Often these recipe books have little to do with medicine or
chemistry, or they contain only a limited number of medical home
remedies. Yet this does not make these books any less interesting to
researchers. This week, when I opened a manuscript at Museum Boerhaave
(inventory number BOERH a 176) which was marked in the catalogue as
‘medicine book and recipes, before 1860’, I caught a fascinating glimpse
of early modern upper class life. Kitchen interior, oil on canvas, Dutch, anonymous, second half of 17th C. Courtesy of RKD images.
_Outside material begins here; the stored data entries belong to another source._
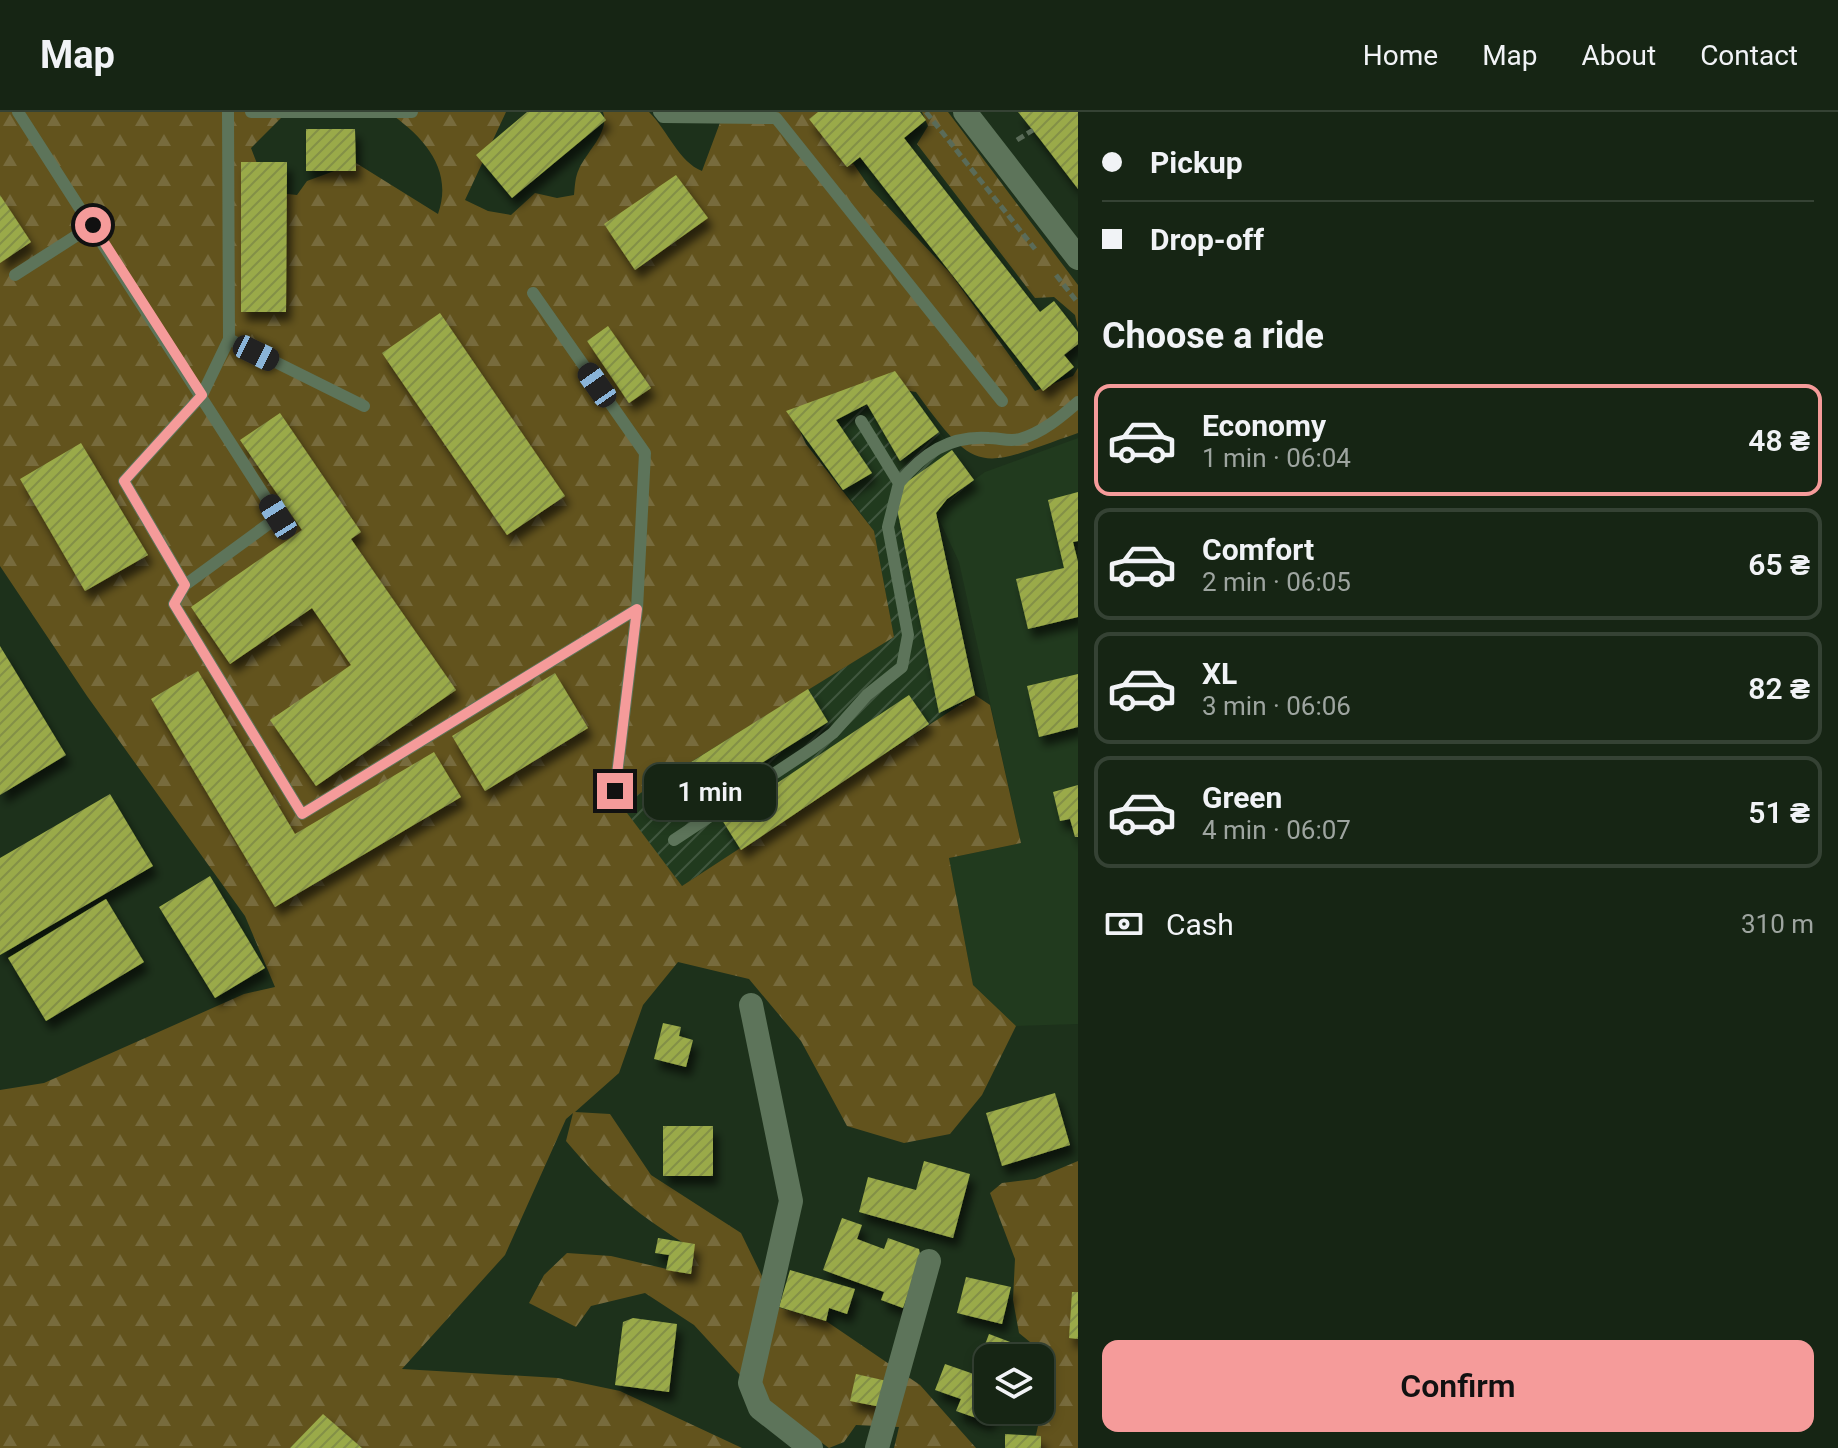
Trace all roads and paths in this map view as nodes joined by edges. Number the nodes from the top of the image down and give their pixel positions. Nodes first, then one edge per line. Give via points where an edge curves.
1 (18, 112) edge
2 (228, 112) edge
3 (412, 112) edge
4 (659, 112) edge
5 (926, 112) edge
6 (965, 112) edge
7 (257, 113) edge
8 (93, 225) junction
9 (1040, 255) dead end
10 (1078, 258) edge
11 (1049, 267) dead end
12 (15, 275) dead end
13 (533, 293) dead end
14 (1078, 303) edge
15 (229, 339) junction
16 (202, 395) junction
17 (1002, 401) dead end
18 (1078, 402) edge
19 (364, 406) dead end
20 (861, 421) dead end
21 (899, 483) junction
22 (185, 585) junction
23 (637, 609) junction
24 (615, 791) dead end
25 (674, 840) dead end
26 (751, 1005) dead end
27 (929, 1261) dead end
28 (811, 1448) edge
29 (877, 1448) edge

1 - 8 lane
2 - 15 lane
3 - 7 lane
4 - 17 lane via 663,117 776,118
5 - 9 path
6 - 10 street
8 - 12 lane
8 - 16 lane
11 - 14 path
13 - 23 lane via 645,453
15 - 16 lane
15 - 19 lane
16 - 22 lane via 124,481
16 - 22 lane via 278,517
18 - 21 lane via 1019,440 986,437 939,446 922,456
20 - 21 lane
21 - 25 lane via 888,527 908,635 902,667 813,748
22 - 23 lane via 174,604 302,814
23 - 24 lane
26 - 28 street via 791,1201 750,1383 760,1408
27 - 29 street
Judging by the spelling and state of the paper, my guess is that this
manuscript is quite a bit older than ‘before 1860’, it dates probably
from the eighteenth or maybe even the seventeenth century. This is
supported by the fact that underneath one of the recipes someone has
noted in a different hand ‘1721: selfs geprobeerd’ (‘tried myself’). The
cover and a number of pages are missing, but it contains a wealth of
recipes for food, human and veterinary medicine, household chores, and
home decorations. As many of the cookery recipes list expensive
ingredients spices and lemons, and as the book also contains recipes for
gilding, ink, paints, wax fruit, and a special recipe for nightingale
food, it seems most likely that the recipes were collected in an upper
class household, like that of an aristocratic or well-off merchant
family.
Unfortunately the manuscript is anonymous, and the few names that are
mentioned give little direction either. The only names mentioned are a
certain mister Plaatman as the source of a recipe against kidney stones,
and with a recipe for a potion, the author has noted ‘bij Susanna
ghebruijckt in haer siekte’ (‘used with Susanna in her illness’).
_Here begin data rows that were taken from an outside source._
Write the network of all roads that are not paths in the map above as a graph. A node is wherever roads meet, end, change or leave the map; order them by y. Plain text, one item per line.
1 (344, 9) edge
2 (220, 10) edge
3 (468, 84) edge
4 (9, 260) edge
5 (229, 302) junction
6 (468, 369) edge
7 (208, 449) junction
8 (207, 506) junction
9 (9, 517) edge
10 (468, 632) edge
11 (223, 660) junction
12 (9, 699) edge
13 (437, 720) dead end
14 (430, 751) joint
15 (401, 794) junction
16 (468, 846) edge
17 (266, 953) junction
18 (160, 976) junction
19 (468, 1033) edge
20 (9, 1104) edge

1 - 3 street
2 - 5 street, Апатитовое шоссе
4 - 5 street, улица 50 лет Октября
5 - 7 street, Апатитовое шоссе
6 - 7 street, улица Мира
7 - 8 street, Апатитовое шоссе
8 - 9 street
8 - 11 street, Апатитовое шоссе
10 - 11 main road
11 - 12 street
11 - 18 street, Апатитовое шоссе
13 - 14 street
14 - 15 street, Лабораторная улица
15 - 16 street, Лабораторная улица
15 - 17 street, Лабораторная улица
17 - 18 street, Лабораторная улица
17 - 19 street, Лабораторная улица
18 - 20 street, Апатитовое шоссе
Given the distinct upper class feel of the recipes, and that fact that
they are written in high Dutch in seventeenth and/or eighteenth
century, the first Susanna that springs to mind is Susanna Huygens (1637-1725), daughter of Constantijn. Of course there must have been more women named Susanna, but the population of the United Provinces around
1800 was small – roughly 2 million people – and the upper class thus
too, so it would be interesting to see if additional research can
confirm this surmise. Pieter Holsteyn I, Nightingale, crayon and gouache on paper, ca. 1656-1667. Courtesy of RKD Images.